Right now, there are only two fully-functioning Olli buses — one at EUREF in Berlin, and one at Olli’s headquarters in Arizona — but by June, Local Motors spokesperson Jacqueline Keidel said the company should be in full production, with a goal to produce 120 by the end of the year. Keidel said Local Motors has a “couple hundred” leads on buyers once Olli goes into production. The company has non-disclosure agreements with its prospective customers, so we won’t know where Olli will pop up until those deals are finalized.
As Rogers gets closer to June, when he’s frenetically obsessed with getting Olli out into the world, he starts to talk about surfing. Autonomous vehicle technology and self-driving cars are a massive wave in the transportation industry, and Rogers wants to be one of the first ones to surf it. He’s getting out in front of the competition by focusing on a project that’s a little different, a little simpler, than the “melee” of Tesla, GM, Ford, Waymo, Lucid Motors and dozens of other startups and motor companies trying to perfect a highway-ready self-driving personal car. Rogers wants to focus on the wave, not the other surfers. In this metaphor, I guess that makes Olli his board.
He’s trying a new design: a simple, multi-use vehicle not built to fill the traditional niche of a personal vehicle, marketed to cities, companies, and college campuses rather than to consumers directly.
Of course, being first on what Rogers sees as a new wave of transportation means there’s no one else’s mistakes to learn from.
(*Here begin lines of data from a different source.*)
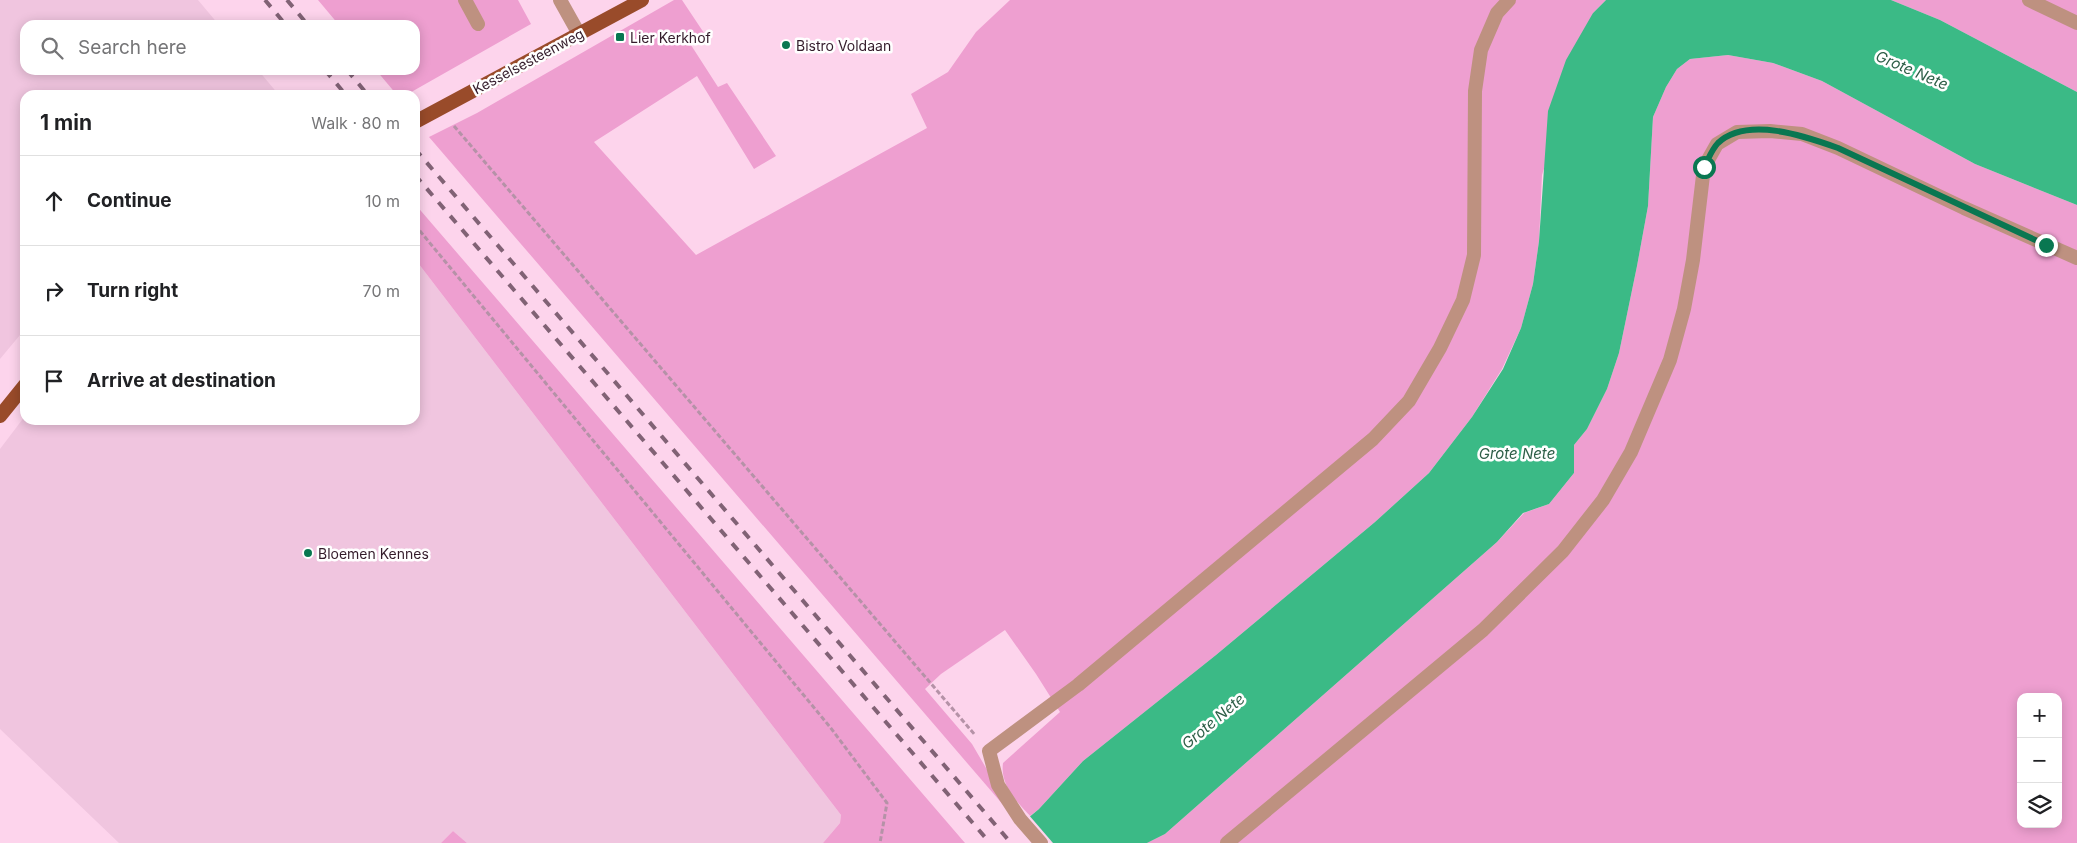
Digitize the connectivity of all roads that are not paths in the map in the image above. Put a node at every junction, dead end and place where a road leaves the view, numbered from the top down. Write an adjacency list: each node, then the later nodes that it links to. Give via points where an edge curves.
1 (465, 0): 7 (lane)
2 (560, 0): 8 (lane)
3 (642, 0): 8 (main road, Kesselsesteenweg)
4 (1509, 0): 13 (lane, via 1497,13 1481,50 1475,91 1474,255 1463,300 1440,348 1409,401 1373,438 1078,685 988,751 998,785 1020,819)
5 (2029, 0): 6 (lane)
6 (2077, 23)
7 (478, 24)
8 (579, 34): 9 (main road, Kesselsesteenweg)
9 (420, 119)
10 (2077, 258): 14 (lane, via 1802,134 1736,132 1717,144 1704,167 1693,260 1670,360 1631,452 1603,500 1563,551 1483,630)
11 (20, 390): 12 (main road)
12 (0, 416)
13 (1041, 843)
14 (1228, 843)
The solution to that, for him, is constantly looking forward — like Wayne Gretzky said, “skating where the puck’s going to be.” That means doubling down on the company’s commitment to inexpensive, easy to produce vehicles (microfactories, or small production centers spread out over the country and the world, are at the core of Local Motors’ business model).
“I think cars are pretty cool technology. I think vehicles are pretty cool technology,” Rogers says. “[The future] might not be a four-wheel BMW 5 Series that you’re buying for 50,000 bucks and scraping together the money or for that matter, a six-seat Tesla, which you’re spending $100,000 on or $800 a month. I think it’s gonna look a lot different. I think the puck’s gonna be at a place where we’re still buying vehicles but certainly, they’re radically simple. They are provisioned locally at a really cool facility that is the focus of industrial tourism.”
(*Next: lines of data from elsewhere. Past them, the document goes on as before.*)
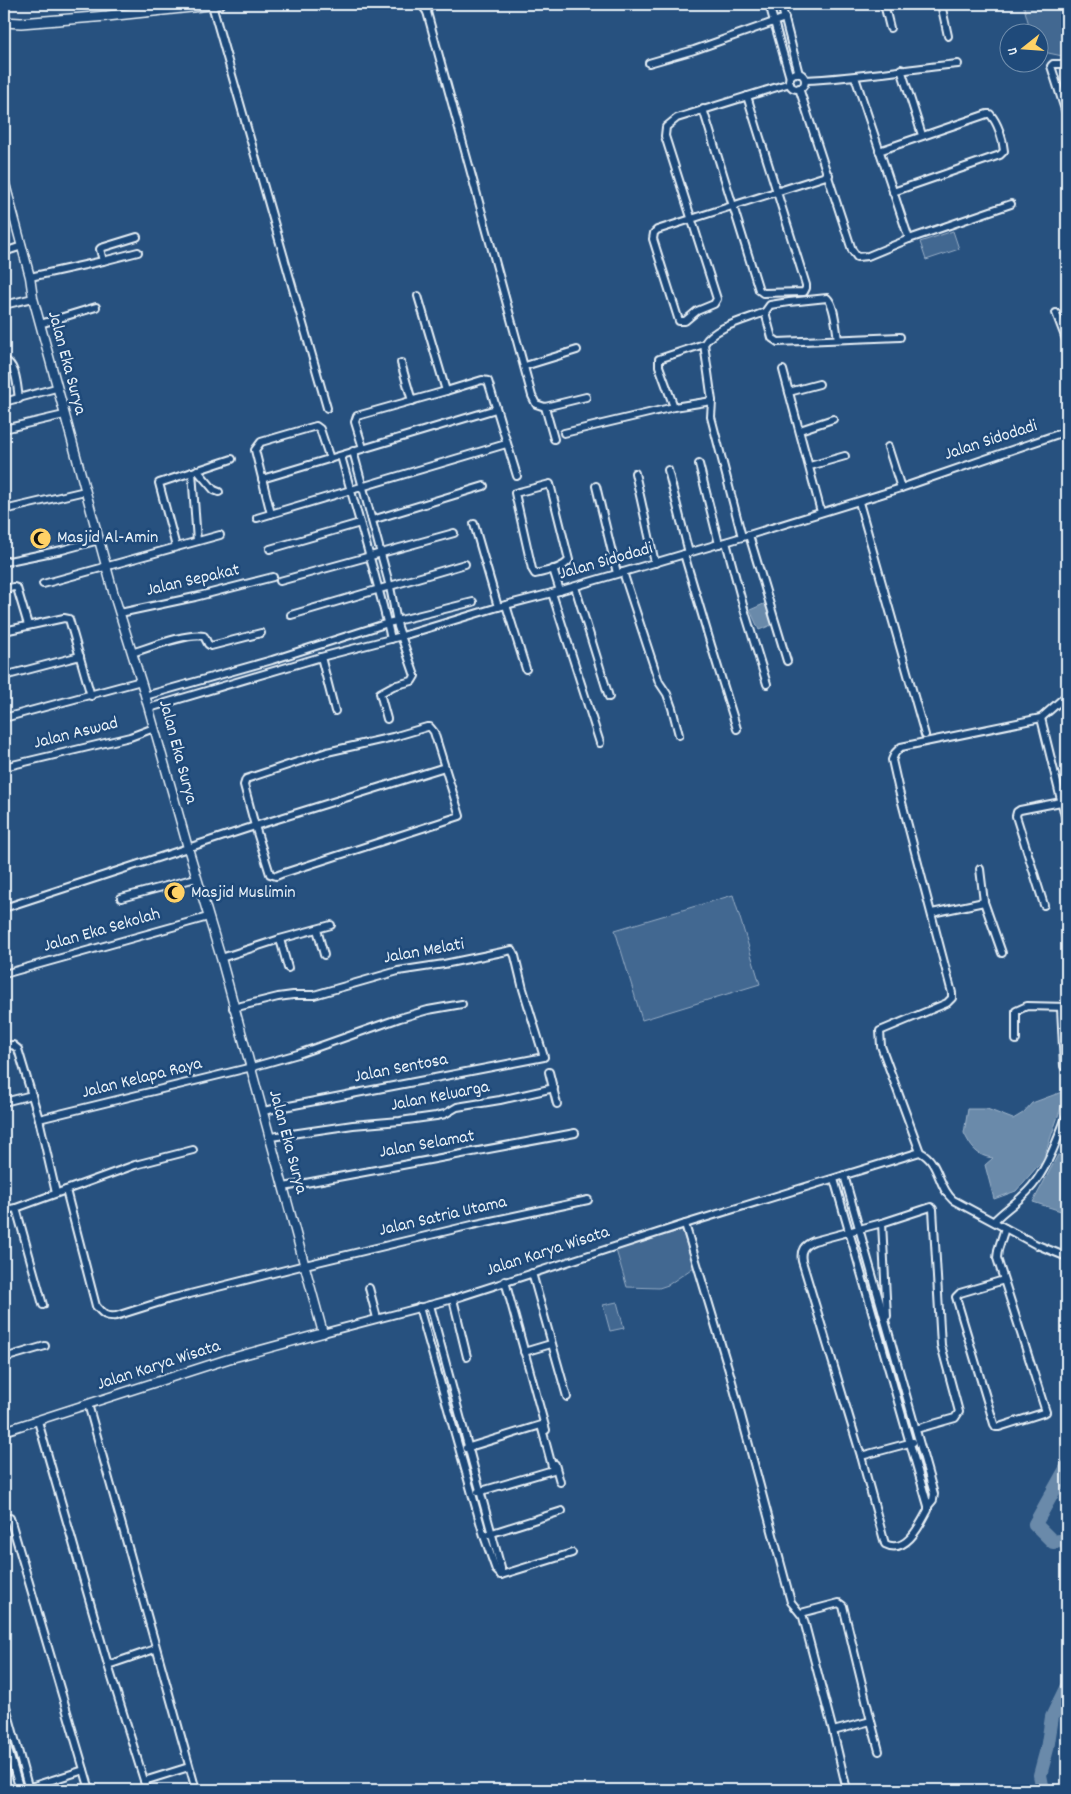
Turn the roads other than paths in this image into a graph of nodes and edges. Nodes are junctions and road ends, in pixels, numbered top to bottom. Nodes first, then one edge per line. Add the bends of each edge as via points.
1 (216, 4) edge
2 (421, 4) edge
3 (429, 4) edge
4 (769, 4) edge
5 (780, 4) edge
6 (884, 4) edge
7 (941, 4) edge
8 (182, 6) edge
9 (427, 12) junction
10 (785, 18) junction
11 (775, 21) junction
12 (4, 22) edge
13 (890, 28) dead end
14 (948, 36) dead end
15 (648, 63) dead end
16 (958, 64) dead end
17 (1067, 64) edge
18 (901, 69) junction
19 (799, 74) junction
20 (855, 76) junction
21 (790, 80) junction
22 (805, 80) junction
23 (799, 88) junction
24 (746, 96) junction
25 (703, 109) junction
26 (1067, 116) edge
27 (922, 135) junction
28 (879, 151) junction
29 (828, 175) junction
30 (4, 180) edge
31 (776, 191) junction
32 (893, 192) junction
33 (1010, 204) dead end
34 (733, 205) junction
35 (692, 219) junction
36 (137, 237) dead end
37 (909, 239) junction
38 (22, 246) junction
39 (4, 252) edge
40 (138, 252) dead end
41 (102, 261) junction
42 (30, 277) junction
43 (418, 296) dead end
44 (32, 298) junction
45 (4, 305) edge
46 (96, 307) dead end
47 (765, 312) junction
48 (1056, 313) dead end
49 (40, 324) junction
50 (900, 337) dead end
51 (838, 339) junction
52 (1067, 342) edge
53 (704, 344) junction
54 (577, 350) dead end
55 (4, 360) edge
56 (401, 363) dead end
57 (525, 366) junction
58 (783, 370) dead end
59 (819, 384) dead end
60 (56, 388) junction
61 (446, 391) junction
62 (790, 392) junction
63 (586, 397) dead end
64 (19, 398) junction
65 (412, 401) junction
66 (712, 401) junction
67 (4, 402) edge
68 (545, 407) junction
69 (674, 407) junction
70 (327, 408) dead end
71 (496, 409) junction
72 (64, 415) junction
73 (833, 419) dead end
74 (4, 429) edge
75 (800, 430) junction
76 (1067, 431) edge
77 (564, 434) dead end
78 (554, 439) dead end
79 (506, 444) junction
80 (888, 447) dead end
81 (363, 448) junction
82 (353, 451) junction
83 (341, 456) junction
84 (845, 456) dead end
85 (232, 459) dead end
86 (330, 459) junction
87 (699, 464) dead end
88 (810, 466) junction
89 (668, 470) dead end
90 (194, 471) junction
91 (635, 473) dead end
92 (517, 476) dead end
93 (262, 479) junction
94 (363, 486) junction
95 (484, 486) dead end
96 (596, 486) dead end
97 (901, 488) junction
98 (351, 490) junction
99 (85, 491) junction
100 (219, 492) dead end
101 (859, 502) junction
102 (4, 510) edge
103 (821, 512) junction
104 (271, 514) junction
105 (257, 518) dead end
106 (372, 520) junction
107 (360, 523) junction
108 (474, 524) dead end
109 (454, 533) dead end
110 (220, 535) dead end
111 (746, 536) junction
112 (99, 540) junction
113 (197, 541) junction
114 (723, 543) junction
115 (176, 547) junction
116 (270, 549) dead end
117 (380, 552) junction
118 (686, 553) junction
119 (370, 555) junction
120 (4, 562) edge
121 (655, 563) junction
122 (464, 564) dead end
123 (106, 566) junction
124 (553, 569) junction
125 (620, 573) junction
126 (273, 577) dead end
127 (280, 581) dead end
128 (43, 584) dead end
129 (575, 586) junction
130 (390, 587) junction
131 (4, 588) edge
132 (379, 590) junction
133 (560, 591) junction
134 (552, 593) junction
135 (473, 602) dead end
136 (506, 606) junction
137 (498, 607) junction
138 (120, 612) junction
139 (291, 615) dead end
140 (397, 621) junction
141 (388, 623) junction
142 (28, 625) junction
143 (4, 631) edge
144 (261, 633) dead end
145 (402, 636) junction
146 (391, 639) junction
147 (132, 652) junction
148 (80, 656) junction
149 (321, 657) junction
150 (787, 661) dead end
151 (526, 669) dead end
152 (4, 676) edge
153 (141, 682) junction
154 (767, 684) dead end
155 (1067, 695) edge
156 (91, 696) junction
157 (145, 696) junction
158 (609, 697) dead end
159 (149, 708) junction
160 (335, 711) dead end
161 (4, 718) edge
162 (1041, 718) junction
163 (387, 719) dead end
164 (154, 728) junction
165 (738, 729) dead end
166 (679, 735) dead end
167 (925, 735) dead end
168 (600, 743) dead end
169 (4, 767) edge
170 (445, 767) junction
171 (1061, 802) junction
172 (1067, 824) edge
173 (255, 826) junction
174 (188, 848) junction
175 (980, 869) dead end
176 (196, 878) junction
177 (121, 898) dead end
178 (984, 902) junction
179 (1044, 905) dead end
180 (4, 908) edge
181 (932, 913) junction
182 (208, 917) junction
183 (331, 925) dead end
184 (317, 929) junction
185 (280, 939) junction
186 (1002, 953) dead end
187 (324, 955) dead end
188 (221, 958) junction
189 (288, 968) dead end
190 (4, 974) edge
191 (462, 1004) dead end
192 (233, 1008) junction
193 (1064, 1008) edge
194 (1016, 1040) dead end
195 (4, 1046) edge
196 (544, 1057) joint
197 (1064, 1066) dead end
198 (252, 1067) junction
199 (549, 1072) dead end
200 (554, 1088) junction
201 (32, 1095) junction
202 (4, 1102) edge
203 (557, 1104) dead end
204 (263, 1111) junction
205 (1067, 1115) edge
206 (39, 1119) junction
207 (575, 1133) dead end
208 (270, 1137) junction
209 (193, 1150) dead end
210 (920, 1152) junction
211 (844, 1175) junction
212 (834, 1179) junction
213 (284, 1187) junction
214 (66, 1190) junction
215 (56, 1193) junction
216 (588, 1200) dead end
217 (16, 1208) junction
218 (4, 1210) edge
219 (994, 1221) junction
220 (882, 1222) junction
221 (685, 1224) junction
222 (1005, 1228) junction
223 (860, 1229) junction
224 (850, 1232) junction
225 (1067, 1257) edge
226 (306, 1265) junction
227 (532, 1274) junction
228 (1004, 1280) junction
229 (505, 1281) junction
230 (369, 1288) dead end
231 (453, 1299) junction
232 (43, 1305) dead end
233 (430, 1305) junction
234 (419, 1308) junction
235 (377, 1318) junction
236 (888, 1330) junction
237 (323, 1332) junction
238 (551, 1344) junction
239 (45, 1346) dead end
240 (524, 1352) junction
241 (467, 1357) dead end
242 (4, 1358) edge
243 (567, 1397) dead end
244 (88, 1404) junction
245 (38, 1421) junction
246 (916, 1429) junction
247 (4, 1431) edge
248 (918, 1440) junction
249 (910, 1443) junction
250 (468, 1447) junction
251 (460, 1450) junction
252 (861, 1456) junction
253 (560, 1482) dead end
254 (481, 1491) junction
255 (473, 1494) junction
256 (928, 1506) junction
257 (562, 1511) dead end
258 (4, 1520) edge
259 (492, 1533) junction
260 (484, 1536) junction
261 (572, 1553) dead end
262 (501, 1575) junction
263 (801, 1613) junction
264 (155, 1649) junction
265 (108, 1665) junction
266 (4, 1699) edge
267 (871, 1722) junction
268 (833, 1731) junction
269 (4, 1736) edge
270 (880, 1751) dead end
271 (189, 1767) junction
272 (84, 1770) junction
273 (144, 1781) junction
274 (28, 1789) edge
275 (20, 1790) edge
276 (90, 1790) edge
277 (147, 1790) edge
278 (196, 1790) edge
279 (847, 1790) edge

1 - 8 main road
1 - 70 street
2 - 9 street
3 - 9 street
4 - 11 street
5 - 10 street
6 - 13 street
7 - 14 street
8 - 12 main road via 107,16
9 - 57 street
10 - 11 street
10 - 19 street
11 - 15 street
11 - 21 street
16 - 18 street
17 - 26 street via 1051,66
18 - 20 street
18 - 27 street
19 - 21 street via 793,74
19 - 22 street
20 - 22 street
20 - 28 street
21 - 23 street via 794,88
21 - 24 street
22 - 23 street
23 - 29 street
24 - 25 street
24 - 31 street
25 - 34 street
25 - 35 street via 677,118 665,132
27 - 28 street
27 - 32 street via 990,114 1004,151 996,157
28 - 32 street
29 - 31 street
29 - 37 street via 854,256 868,256
30 - 38 street, Jalan Eka Surya
31 - 34 street
31 - 34 street via 806,285 804,292 764,293 760,290
32 - 37 street
33 - 37 street
34 - 35 street
35 - 35 street via 657,230 653,236 680,321 714,304 717,299
36 - 41 street via 101,248
38 - 39 street
38 - 42 street, Jalan Eka Surya
40 - 41 street
41 - 42 street
42 - 44 street, Jalan Eka Surya
43 - 61 street
44 - 45 street
44 - 49 street, Jalan Eka Surya
46 - 49 street
47 - 51 street via 772,338 778,342
47 - 51 street via 774,304 827,298 831,301
47 - 53 street via 716,331
48 - 52 street
49 - 60 street, Jalan Eka Surya
50 - 51 street
53 - 66 street
53 - 69 street via 659,359
54 - 57 street
55 - 64 street via 14,371
56 - 65 street
57 - 68 street via 534,401
58 - 62 street
59 - 62 street
60 - 64 street
60 - 72 street, Jalan Eka Surya
61 - 65 street
61 - 71 street via 486,380
62 - 75 street
63 - 68 street
64 - 67 street
65 - 81 street via 357,416 355,422
66 - 69 street
66 - 111 street via 712,417
68 - 78 street
69 - 77 street
71 - 79 street
71 - 81 street
72 - 74 street
72 - 99 street, Jalan Eka Surya
73 - 75 street
75 - 88 street
76 - 97 street, Jalan Sidodadi
79 - 92 street
79 - 94 street
80 - 97 street
81 - 82 street
82 - 83 street
82 - 94 street
83 - 86 street
83 - 98 street
84 - 88 street
85 - 90 street
86 - 93 street
86 - 93 street via 320,429 311,427 257,445 255,450
87 - 114 street
88 - 103 street
89 - 118 street
90 - 100 street
90 - 113 street
90 - 115 street via 159,485
91 - 121 street
93 - 104 street
94 - 98 street
94 - 106 street
95 - 106 street
96 - 125 street
97 - 101 street, Jalan Sidodadi
98 - 104 street
98 - 107 street
99 - 102 street
99 - 112 street, Jalan Eka Surya
101 - 103 street, Jalan Sidodadi
101 - 167 street
103 - 111 street, Jalan Sidodadi
104 - 105 street
106 - 117 street
107 - 116 street
107 - 119 street
108 - 137 street
109 - 117 street
110 - 113 street
111 - 114 street, Jalan Sidodadi
111 - 150 street
112 - 120 street
112 - 123 street, Jalan Eka Surya
113 - 115 street
114 - 118 street, Jalan Sidodadi
114 - 154 street
115 - 123 street
117 - 119 street
117 - 130 street
118 - 121 street, Jalan Sidodadi
118 - 165 street
119 - 127 street
119 - 132 street
121 - 125 street, Jalan Sidodadi
122 - 130 street
123 - 128 street
123 - 138 street, Jalan Eka Surya
124 - 124 street via 567,564 569,560 550,484 515,493 533,572
124 - 133 street
125 - 129 street, Jalan Sidodadi
125 - 166 street via 659,682 667,694
126 - 138 street, Jalan Sepakat
129 - 133 street, Jalan Sidodadi
129 - 158 street
130 - 132 street
130 - 140 street
131 - 142 street via 17,588
132 - 139 street
132 - 141 street
133 - 134 street, Jalan Sidodadi
134 - 136 street, Jalan Sidodadi
134 - 168 street
135 - 140 street
136 - 137 street, Jalan Sidodadi
136 - 151 street
137 - 145 street, Jalan Sidodadi
138 - 147 street, Jalan Eka Surya
140 - 141 street
140 - 145 street
141 - 146 street
141 - 157 street
142 - 143 street
142 - 148 street via 69,619
144 - 147 street via 211,646 204,636 199,635
145 - 146 street, Jalan Sidodadi
145 - 163 street via 415,676 382,690
146 - 149 street, Jalan Sidodadi
147 - 153 street, Jalan Eka Surya
148 - 152 street
148 - 156 street
149 - 159 street, Jalan Sidodadi
149 - 160 street
153 - 156 street
153 - 157 street, Jalan Eka Surya
155 - 162 street
156 - 161 street
157 - 159 street, Jalan Eka Surya
159 - 164 street, Jalan Eka Surya
162 - 171 street
162 - 181 street via 901,747 894,753 892,760 899,791
164 - 169 street, Jalan Aswad
164 - 174 street, Jalan Eka Surya
170 - 173 street
170 - 173 street via 430,728 327,752 246,779 244,782
170 - 173 street via 460,816 276,876 270,874
171 - 172 street
171 - 179 street via 1020,810 1016,816
173 - 174 street
174 - 176 street, Jalan Eka Surya
174 - 180 street
175 - 178 street
176 - 177 street
176 - 182 street, Jalan Eka Surya
178 - 181 street
178 - 186 street
181 - 210 street via 952,998 882,1029 879,1036
182 - 188 street, Jalan Eka Surya
182 - 190 street, Jalan Eka Sekolah
183 - 184 street
184 - 185 street
184 - 187 street
185 - 188 street
185 - 189 street
188 - 192 street, Jalan Eka Surya
191 - 198 street, Jalan Kelapa Raya via 400,1018
192 - 196 street, Jalan Melati via 278,997 314,995 398,971 512,950
192 - 198 street, Jalan Eka Surya
193 - 194 street via 1027,1006 1016,1011
193 - 197 street
195 - 201 street via 13,1045 18,1049
196 - 204 street, Jalan Sentosa
198 - 204 street, Jalan Eka Surya
198 - 206 street, Jalan Kelapa Raya
199 - 200 street
200 - 203 street
200 - 208 street, Jalan Keluarga via 456,1107 436,1116
201 - 202 street
201 - 206 street
204 - 208 street, Jalan Eka Surya
205 - 219 street via 1036,1182
206 - 215 street
207 - 213 street, Jalan Selamat
208 - 213 street, Jalan Eka Surya
209 - 214 street via 136,1165
210 - 211 street, Jalan Karya Wisata
210 - 219 street via 933,1162 946,1194
211 - 212 street, Jalan Karya Wisata
211 - 223 street
212 - 221 street, Jalan Karya Wisata
212 - 224 street
213 - 226 street, Jalan Eka Surya
214 - 215 street
214 - 226 street, Jalan Satria Utama via 96,1306 107,1317
215 - 217 street
216 - 226 street, Jalan Satria Utama
217 - 218 street
217 - 232 street
219 - 222 street
220 - 223 street
220 - 236 street
220 - 246 street via 933,1209 941,1345 959,1412 955,1418
221 - 227 street, Jalan Karya Wisata
221 - 263 street via 730,1374 791,1602
222 - 225 street
222 - 228 street via 997,1258
223 - 224 street
223 - 236 street
224 - 249 street
224 - 252 street via 809,1243 801,1253
226 - 237 street, Jalan Eka Surya
227 - 229 street, Jalan Karya Wisata
227 - 238 street
228 - 228 street via 956,1297 994,1424 999,1427 1046,1412
229 - 231 street, Jalan Karya Wisata
229 - 240 street
230 - 235 street
231 - 233 street, Jalan Karya Wisata
231 - 241 street
233 - 234 street, Jalan Karya Wisata
233 - 250 street
234 - 235 street, Jalan Karya Wisata
234 - 251 street
235 - 237 street, Jalan Karya Wisata
236 - 246 street
237 - 244 street, Jalan Karya Wisata
238 - 240 street
238 - 243 street
239 - 242 street
240 - 253 street
244 - 245 street, Jalan Karya Wisata
244 - 264 street
245 - 247 street, Jalan Karya Wisata
245 - 265 street
246 - 248 street
248 - 249 street
248 - 256 street via 934,1494
249 - 252 street
249 - 256 street
250 - 251 street
250 - 254 street
250 - 254 street via 541,1425 553,1470
251 - 255 street
252 - 256 street via 886,1544 899,1545 913,1536
254 - 255 street
254 - 259 street
255 - 260 street
257 - 259 street
258 - 272 street via 10,1518
259 - 260 street
259 - 262 street
260 - 262 street via 496,1570
261 - 262 street
263 - 267 street via 839,1603 843,1606
263 - 268 street
264 - 265 street
264 - 271 street
265 - 273 street
266 - 274 street
267 - 268 street
267 - 270 street
268 - 279 street
269 - 275 street
271 - 273 street
271 - 278 street
272 - 274 street
272 - 276 street
273 - 277 street
274 - 275 street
We won’t know if Olli is going to work out, business wise, until June. By the end of March, Rogers hopes to be about halfway through the engineering support requests for Ollies — the customized orders from various customers who all want different configurations of the highly modular vehicle. There are three different air conditioning systems Rogers has to choose from.
The company’s manufacturing floors in Chandler, Arizona and other facilities in Las Vegas, Knoxville, National Harbor, and Berlin will have to be supervised, investors have to be cajoled and satisfied, and all the while Rogers will be thinking about the next step. It could be personalized air mobility — flying cars. It could be telepresence robots, allowing humans to commute without even needing a vehicle. Rogers has a hundred ideas in his brain, a long set of waves behind the one he’s riding, and what seems like an infinite supply of energy to keep paddling back out.